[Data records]
☆ ☆ ☆ ☆ ☆ ☆ ☆

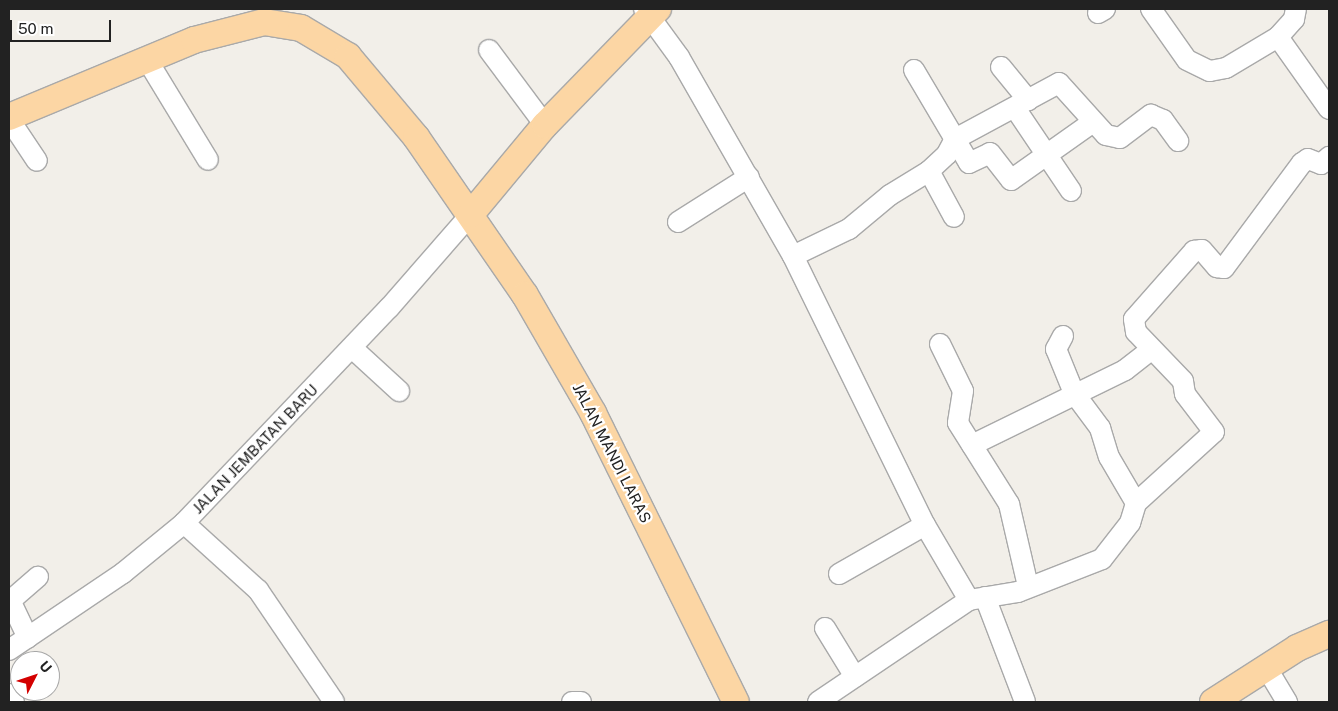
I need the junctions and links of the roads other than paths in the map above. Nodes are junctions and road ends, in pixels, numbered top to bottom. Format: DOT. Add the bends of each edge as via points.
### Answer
graph roads {
  1 [pos="1151,9"];
  2 [pos="1296,9"];
  3 [pos="651,11"];
  4 [pos="268,15"];
  5 [pos="1278,37"];
  6 [pos="488,50"];
  7 [pos="146,58"];
  8 [pos="1001,67"];
  9 [pos="914,70"];
  10 [pos="1021,104"];
  11 [pos="1329,109"];
  12 [pos="9,118"];
  13 [pos="1094,122"];
  14 [pos="545,125"];
  15 [pos="955,139"];
  16 [pos="1178,141"];
  17 [pos="1045,155"];
  18 [pos="1329,157"];
  19 [pos="208,160"];
  20 [pos="37,161"];
  21 [pos="929,171"];
  22 [pos="748,177"];
  23 [pos="1071,191"];
  24 [pos="471,214"];
  25 [pos="954,217"];
  26 [pos="678,222"];
  27 [pos="793,256"];
  28 [pos="1063,336"];
  29 [pos="940,344"];
  30 [pos="352,348"];
  31 [pos="1152,349"];
  32 [pos="399,391"];
  33 [pos="1074,393"];
  34 [pos="972,446"];
  35 [pos="1136,503"];
  36 [pos="184,523"];
  37 [pos="925,525"];
  38 [pos="839,574"];
  39 [pos="38,576"];
  40 [pos="1028,586"];
  41 [pos="10,599"];
  42 [pos="977,599"];
  43 [pos="825,628"];
  44 [pos="1329,634"];
  45 [pos="28,638"];
  46 [pos="9,650"];
  47 [pos="1266,668"];
  48 [pos="855,677"];
  49 [pos="9,694"];
  50 [pos="330,698"];
  51 [pos="731,700"];
  52 [pos="14,702"];
  53 [pos="572,702"];
  54 [pos="581,702"];
  55 [pos="818,702"];
  56 [pos="1025,702"];
  57 [pos="1213,702"];
  58 [pos="1287,702"];
  1 -- 5 [label="street" via="1187,60 1210,71 1226,68"];
  2 -- 5 [label="street" via="1294,19"];
  3 -- 14 [label="main road"];
  3 -- 22 [label="street"];
  4 -- 7 [label="main road"];
  4 -- 24 [label="main road, JALAN MANDI LARAS" via="301,28 348,56 380,91"];
  5 -- 11 [label="street"];
  6 -- 14 [label="street"];
  7 -- 12 [label="main road"];
  7 -- 19 [label="street"];
  8 -- 10 [label="street"];
  9 -- 15 [label="street"];
  10 -- 13 [label="street" via="1059,83"];
  10 -- 15 [label="street"];
  10 -- 17 [label="street"];
  12 -- 20 [label="street"];
  13 -- 16 [label="street" via="1106,134 1120,138 1152,115 1158,116"];
  13 -- 17 [label="street"];
  14 -- 24 [label="main road"];
  15 -- 17 [label="street" via="971,164 990,153 1011,180"];
  15 -- 21 [label="street" via="947,154"];
  17 -- 23 [label="street"];
  18 -- 31 [label="street" via="1321,164 1308,159 1302,163 1224,268 1217,267 1202,250 1194,251 1134,318 1136,332"];
  21 -- 25 [label="street"];
  21 -- 27 [label="street" via="890,195 849,229"];
  22 -- 26 [label="street"];
  22 -- 27 [label="street"];
  24 -- 30 [label="street, JALAN JEMBATAN BARU"];
  24 -- 51 [label="main road, JALAN MANDI LARAS" via="578,385"];
  27 -- 37 [label="street"];
  28 -- 33 [label="street" via="1056,349"];
  29 -- 34 [label="street" via="963,391 956,416"];
  30 -- 32 [label="street"];
  30 -- 36 [label="street, JALAN JEMBATAN BARU"];
  31 -- 33 [label="street" via="1125,370"];
  31 -- 35 [label="street" via="1183,381 1185,394 1216,430"];
  33 -- 34 [label="street"];
  33 -- 35 [label="street" via="1100,428 1109,457"];
  34 -- 40 [label="street" via="1009,504"];
  35 -- 40 [label="street" via="1130,523 1102,559"];
  36 -- 45 [label="street, JALAN JEMBATAN BARU" via="122,573"];
  36 -- 50 [label="street" via="258,590"];
  37 -- 38 [label="street"];
  37 -- 42 [label="street"];
  39 -- 41 [label="street"];
  40 -- 42 [label="street"];
  41 -- 45 [label="street"];
  42 -- 48 [label="street"];
  42 -- 56 [label="street"];
  43 -- 48 [label="street"];
  44 -- 47 [label="main road"];
  45 -- 46 [label="street, JALAN JEMBATAN BARU"];
  47 -- 57 [label="main road"];
  47 -- 58 [label="street"];
  48 -- 55 [label="street"];
  49 -- 52 [label="street"];
  53 -- 54 [label="street"];
}
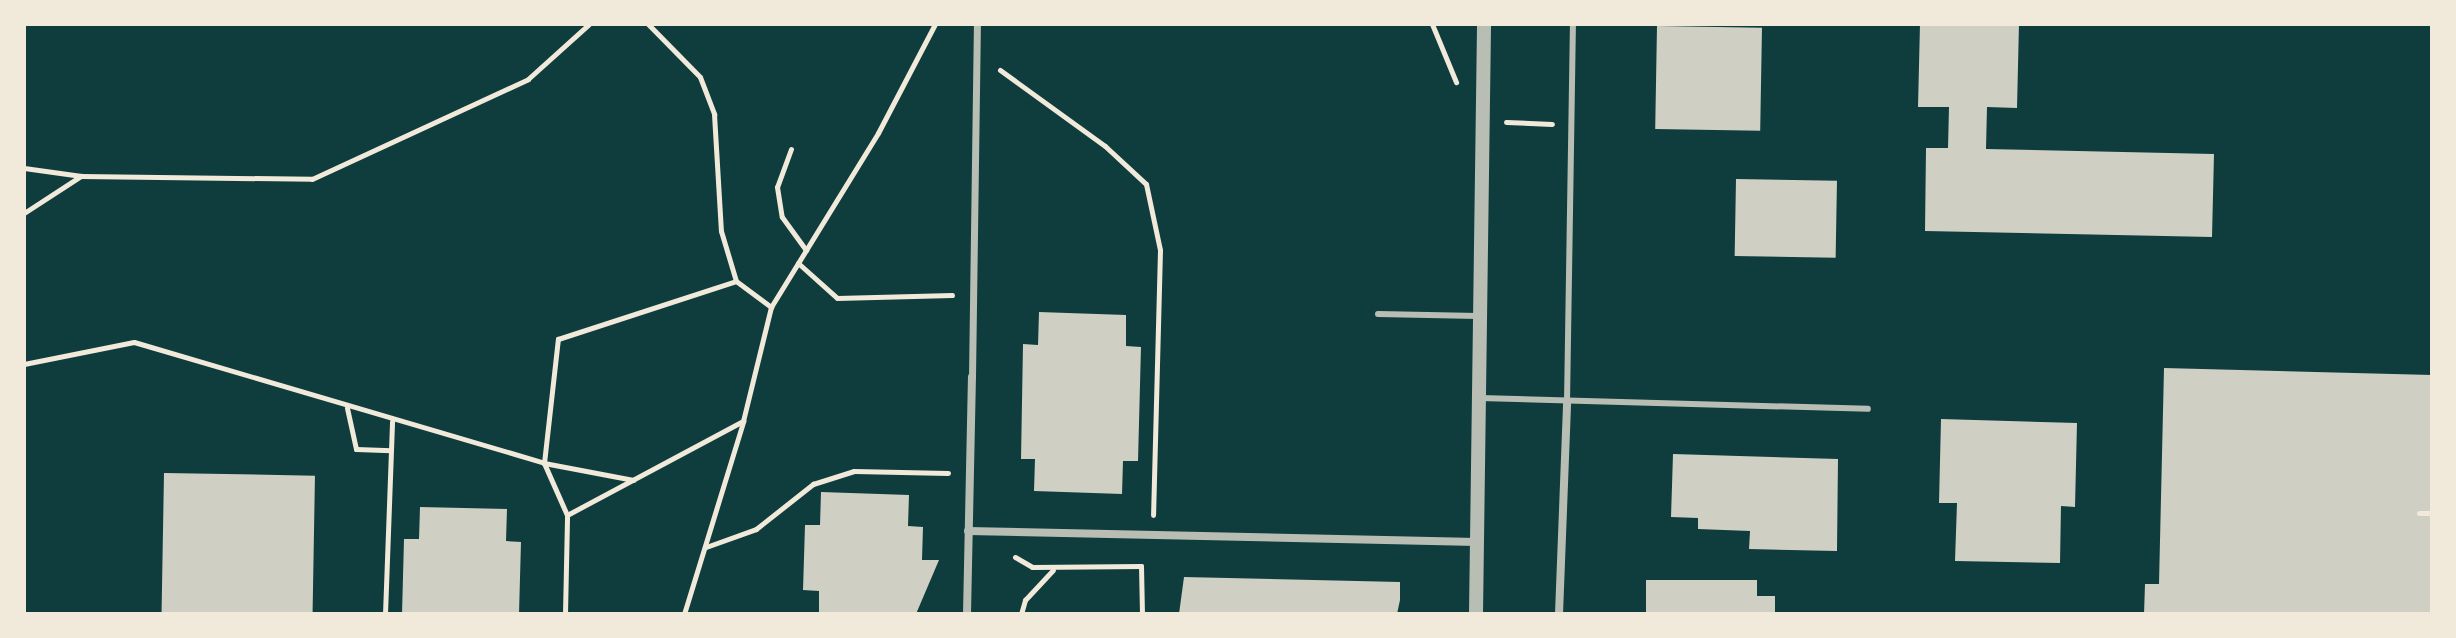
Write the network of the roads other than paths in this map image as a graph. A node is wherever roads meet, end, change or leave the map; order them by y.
1 (977, 24) edge
2 (1484, 24) edge
3 (1573, 24) edge
4 (1378, 314) dead end
5 (1481, 316) junction
6 (972, 377) joint
7 (1480, 398) junction
8 (1567, 402) junction
9 (1868, 409) dead end
10 (968, 531) junction
11 (1477, 542) junction
12 (967, 614) edge
13 (1476, 614) edge
14 (1559, 614) edge

1 - 6 street
2 - 5 street
3 - 8 lane
4 - 5 lane
5 - 7 street
6 - 10 street
7 - 8 lane
7 - 11 street
8 - 9 lane
8 - 14 street
10 - 11 street
10 - 12 street
11 - 13 street

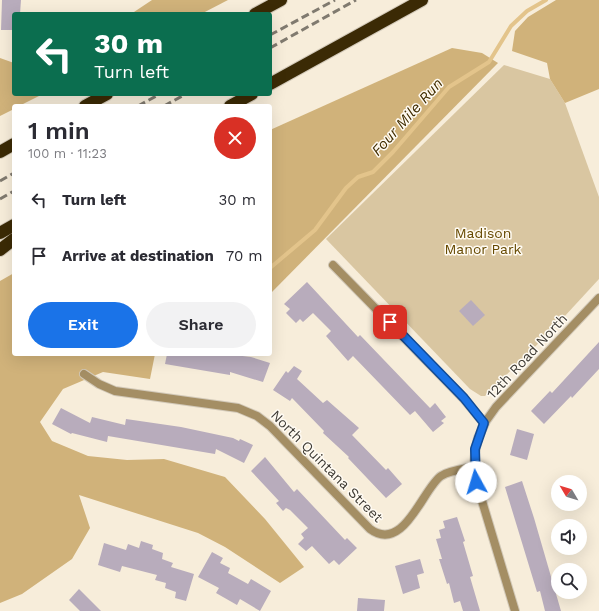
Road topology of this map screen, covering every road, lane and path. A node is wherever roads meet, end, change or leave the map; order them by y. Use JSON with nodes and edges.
{"nodes":[{"id":1,"x":281,"y":0,"type":"edge"},
{"id":2,"x":422,"y":0,"type":"edge"},
{"id":3,"x":259,"y":12,"type":"edge"},
{"id":4,"x":272,"y":83,"type":"edge"},
{"id":5,"x":103,"y":96,"type":"edge"},
{"id":6,"x":248,"y":96,"type":"edge"},
{"id":7,"x":89,"y":104,"type":"edge"},
{"id":8,"x":234,"y":104,"type":"edge"},
{"id":9,"x":12,"y":146,"type":"edge"},
{"id":10,"x":0,"y":151,"type":"edge"},
{"id":11,"x":12,"y":226,"type":"edge"},
{"id":12,"x":0,"y":233,"type":"edge"},
{"id":13,"x":12,"y":241,"type":"edge"},
{"id":14,"x":0,"y":250,"type":"edge"},
{"id":15,"x":333,"y":265,"type":"dead end"},
{"id":16,"x":599,"y":298,"type":"edge"},
{"id":17,"x":84,"y":374,"type":"dead end"},
{"id":18,"x":484,"y":423,"type":"junction"},
{"id":19,"x":474,"y":467,"type":"junction"},
{"id":20,"x":515,"y":611,"type":"edge"}],
"edges":[{"from":1,"to":3,"type":"highway"},
{"from":2,"to":4,"type":"highway"},
{"from":5,"to":7,"type":"highway"},
{"from":6,"to":8,"type":"highway"},
{"from":9,"to":10,"type":"highway"},
{"from":11,"to":12,"type":"highway"},
{"from":13,"to":14,"type":"highway"},
{"from":15,"to":18,"type":"street"},
{"from":16,"to":18,"type":"street","name":"12th Road North"},
{"from":17,"to":19,"type":"street","name":"North Quintana Street"},
{"from":18,"to":19,"type":"street","name":"12th Road North"},
{"from":19,"to":20,"type":"street","name":"12th Road North"}]}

☆ ☆ ☆ ☆ ☆ ☆ ☆

Task requirements: Note how many lines in the data above contain "paths", then state that number alone.

Expected answer: 2